Bu ilk 'felsefi roman' ve ilk 'robinsonad', Tanpınar'ın deyişiyle 'Müslüman âleminin tek romanı',14. yüzyıldan başlayarak bellibaşlı Avrupa dillerine çevrildi; Defoe, Bacon, Spinoza ve More gibi pek çok düşünür ve sanatçı üzerinde etkili oldu.

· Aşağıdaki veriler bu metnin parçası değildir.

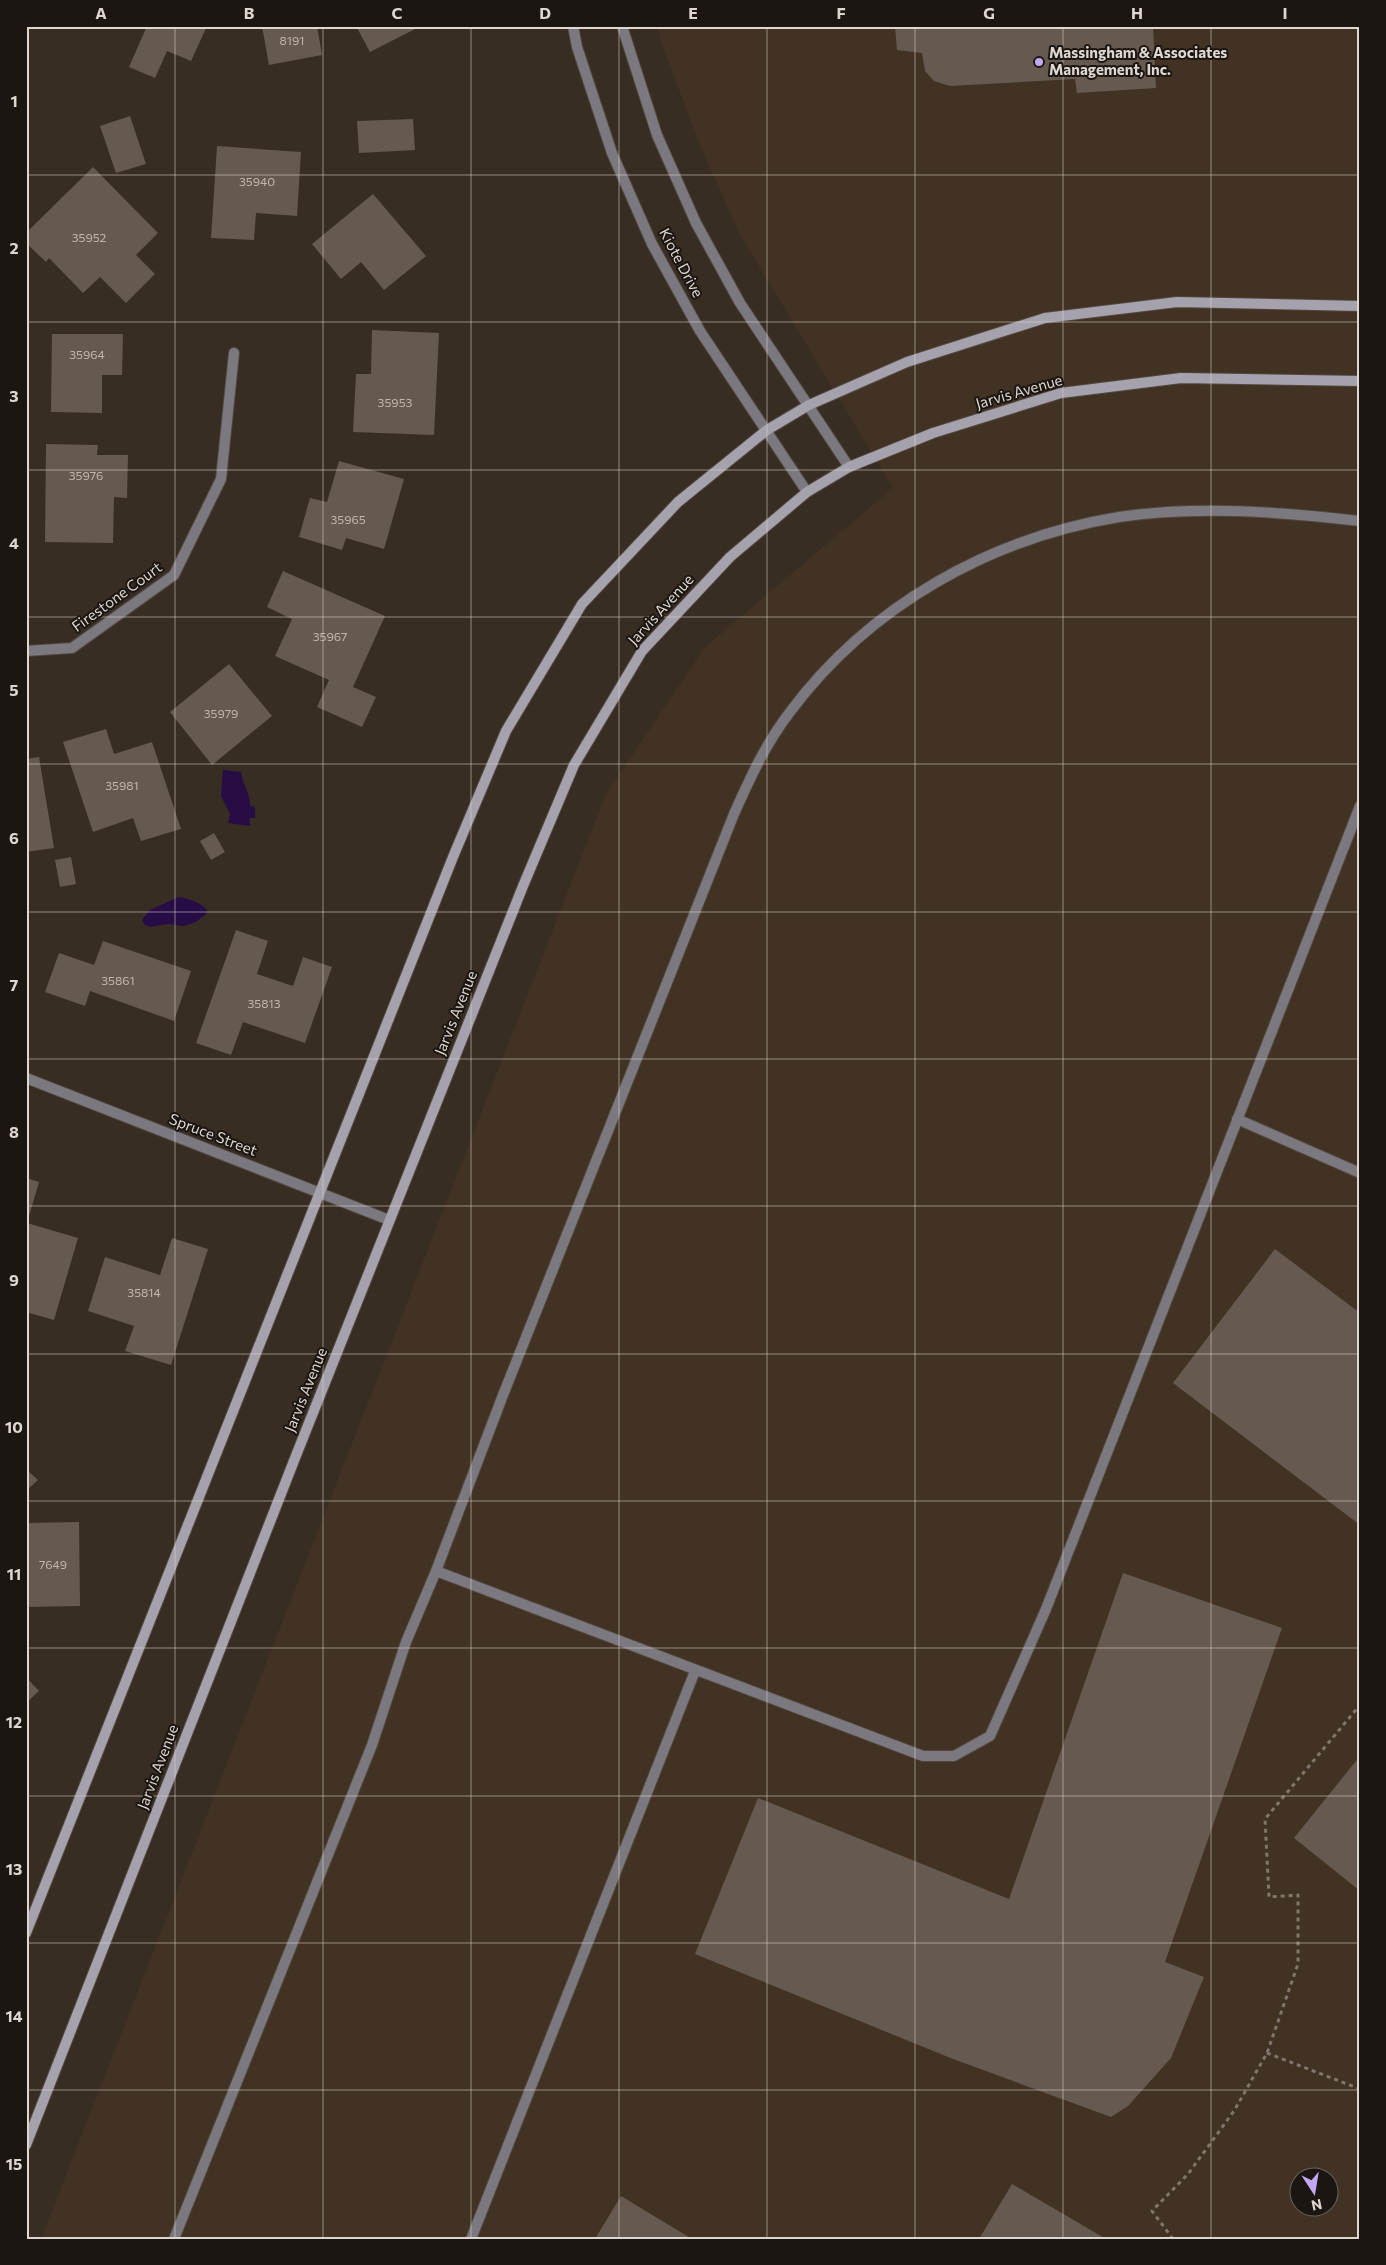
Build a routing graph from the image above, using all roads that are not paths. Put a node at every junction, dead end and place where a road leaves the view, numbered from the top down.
1 (573, 26) edge
2 (622, 26) edge
3 (1360, 306) edge
4 (234, 352) dead end
5 (1360, 382) edge
6 (809, 406) junction
7 (767, 430) junction
8 (849, 467) junction
9 (807, 492) junction
10 (1360, 521) edge
11 (26, 651) edge
12 (1360, 806) edge
13 (26, 1078) edge
14 (1237, 1119) junction
15 (1360, 1173) edge
16 (318, 1192) junction
17 (389, 1220) junction
18 (436, 1571) junction
19 (695, 1671) junction
20 (26, 1933) edge
21 (26, 2145) edge
22 (174, 2239) edge
23 (471, 2239) edge

1 - 7 street, Kiote Drive
2 - 6 street
3 - 6 main road
4 - 11 street, Firestone Court
5 - 8 main road, Jarvis Avenue
6 - 7 main road
6 - 8 street
7 - 9 street, Kiote Drive
7 - 16 main road
8 - 9 main road, Jarvis Avenue
9 - 17 main road, Jarvis Avenue
10 - 18 street
12 - 14 street
13 - 16 street, Spruce Street
14 - 15 street
14 - 19 street
16 - 17 street, Spruce Street
16 - 20 main road
17 - 21 main road, Jarvis Avenue
18 - 19 street
18 - 22 street
19 - 23 street

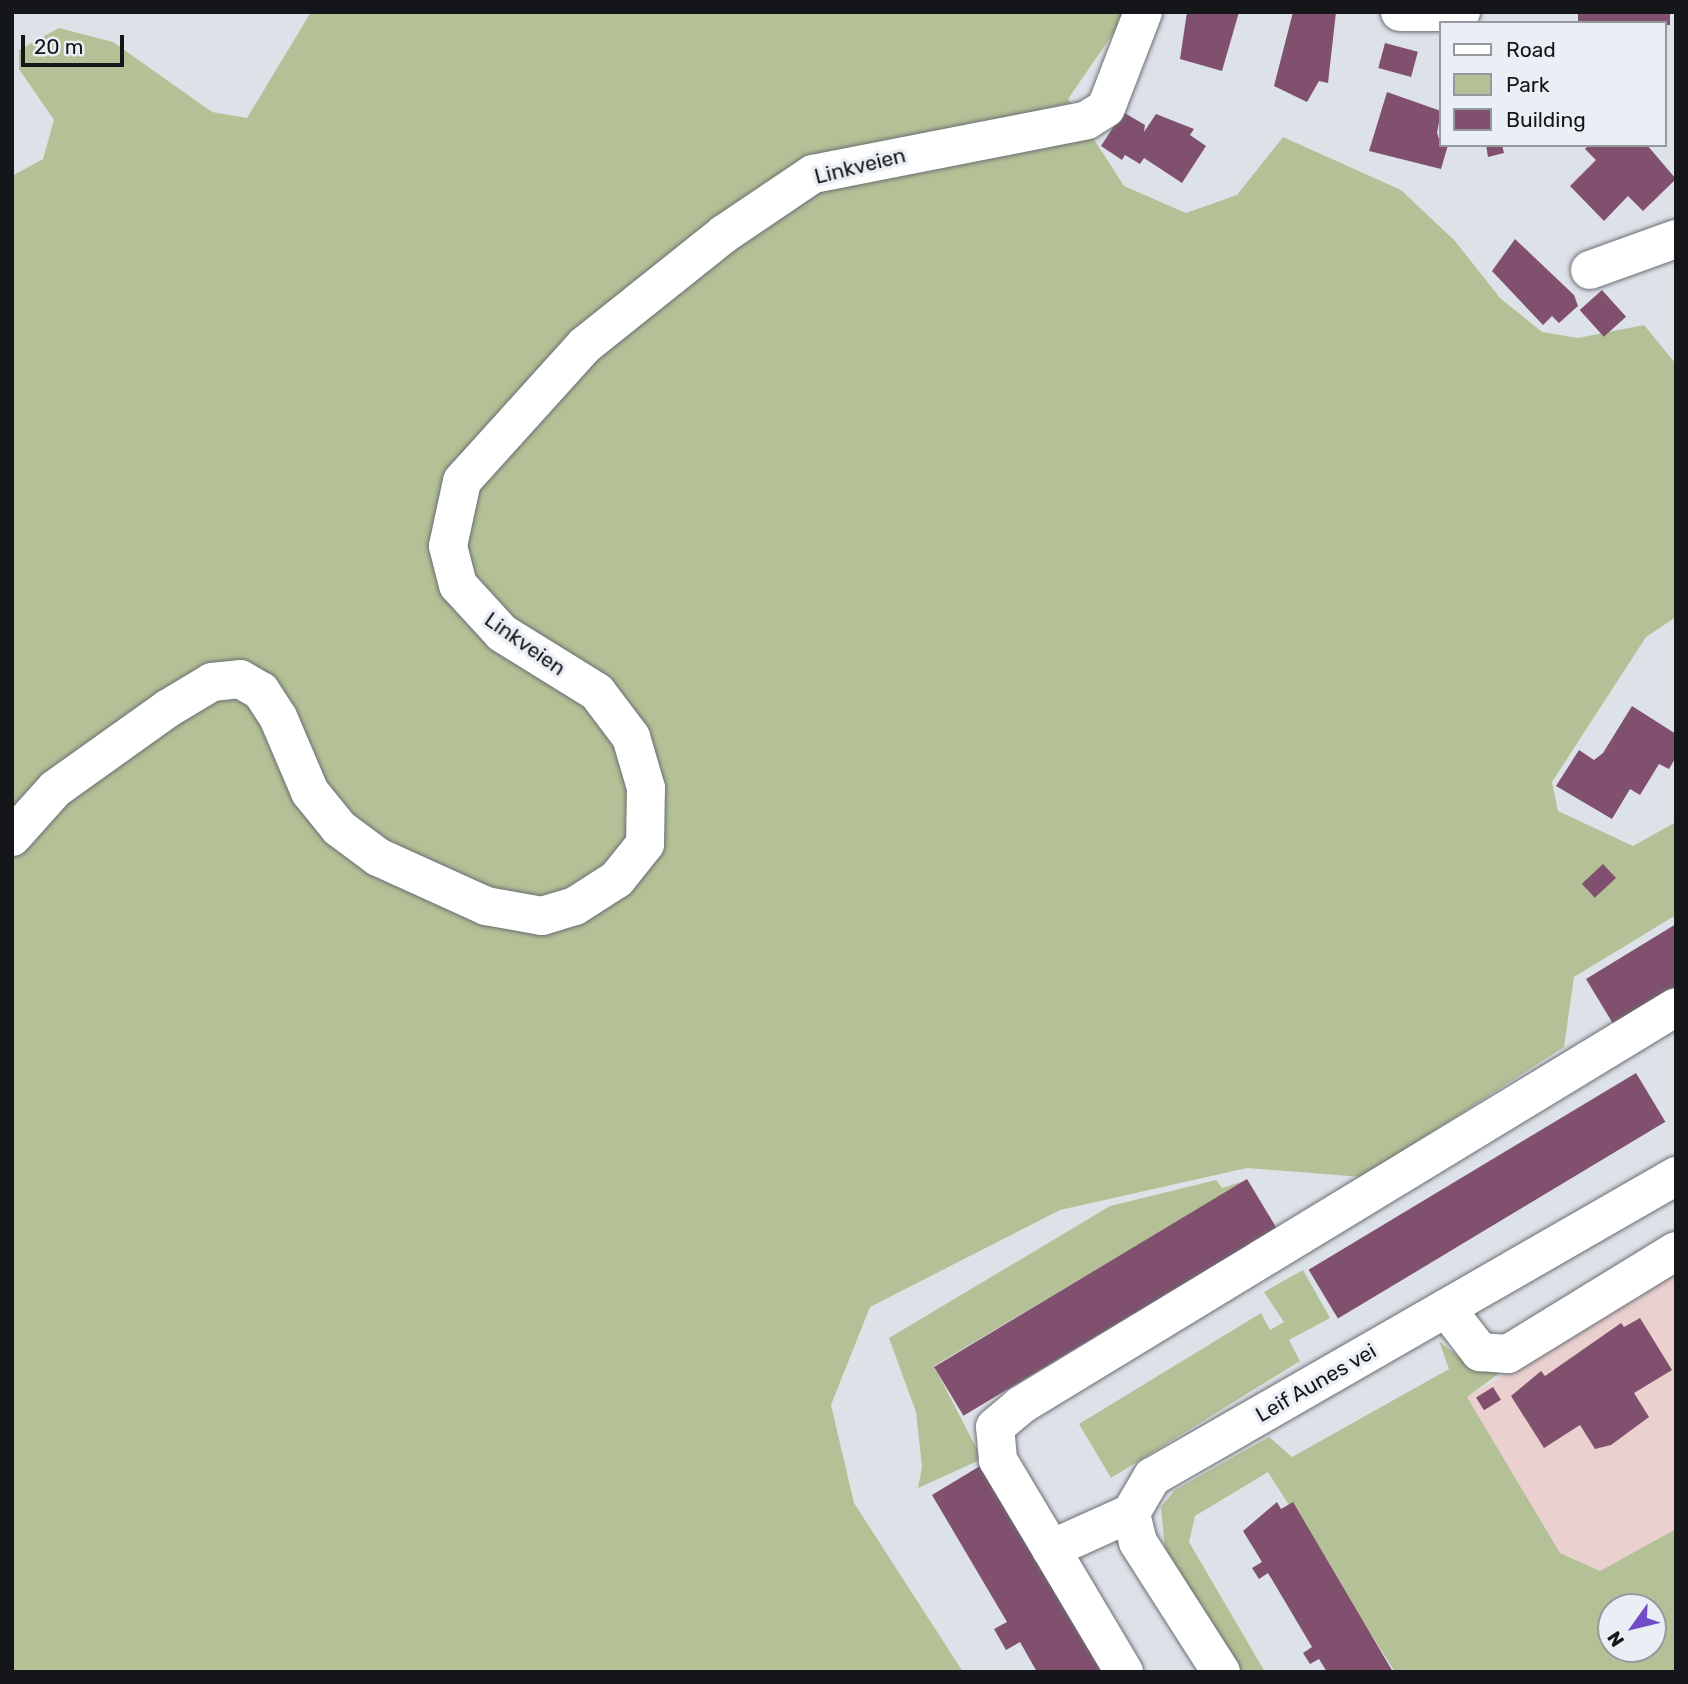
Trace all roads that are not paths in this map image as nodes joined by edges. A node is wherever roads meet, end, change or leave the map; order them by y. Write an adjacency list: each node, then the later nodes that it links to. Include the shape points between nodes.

Doğu, özellikle Osmanlı ise İbn Tufeyl'e ve yapıtına ilgisiz kaldı: Üzerindeki 'Hay bin Yakzan' etkileri özel çalışmalara konu olan 'Robinson Crusoe' defalarca Türkçe'ye çevrildiği halde, 'Hay bin Yakzan, dilimize kazandırılmak için 1923 yılını, kitaplaşabilmek için de 1985 yılını bekleyecekti.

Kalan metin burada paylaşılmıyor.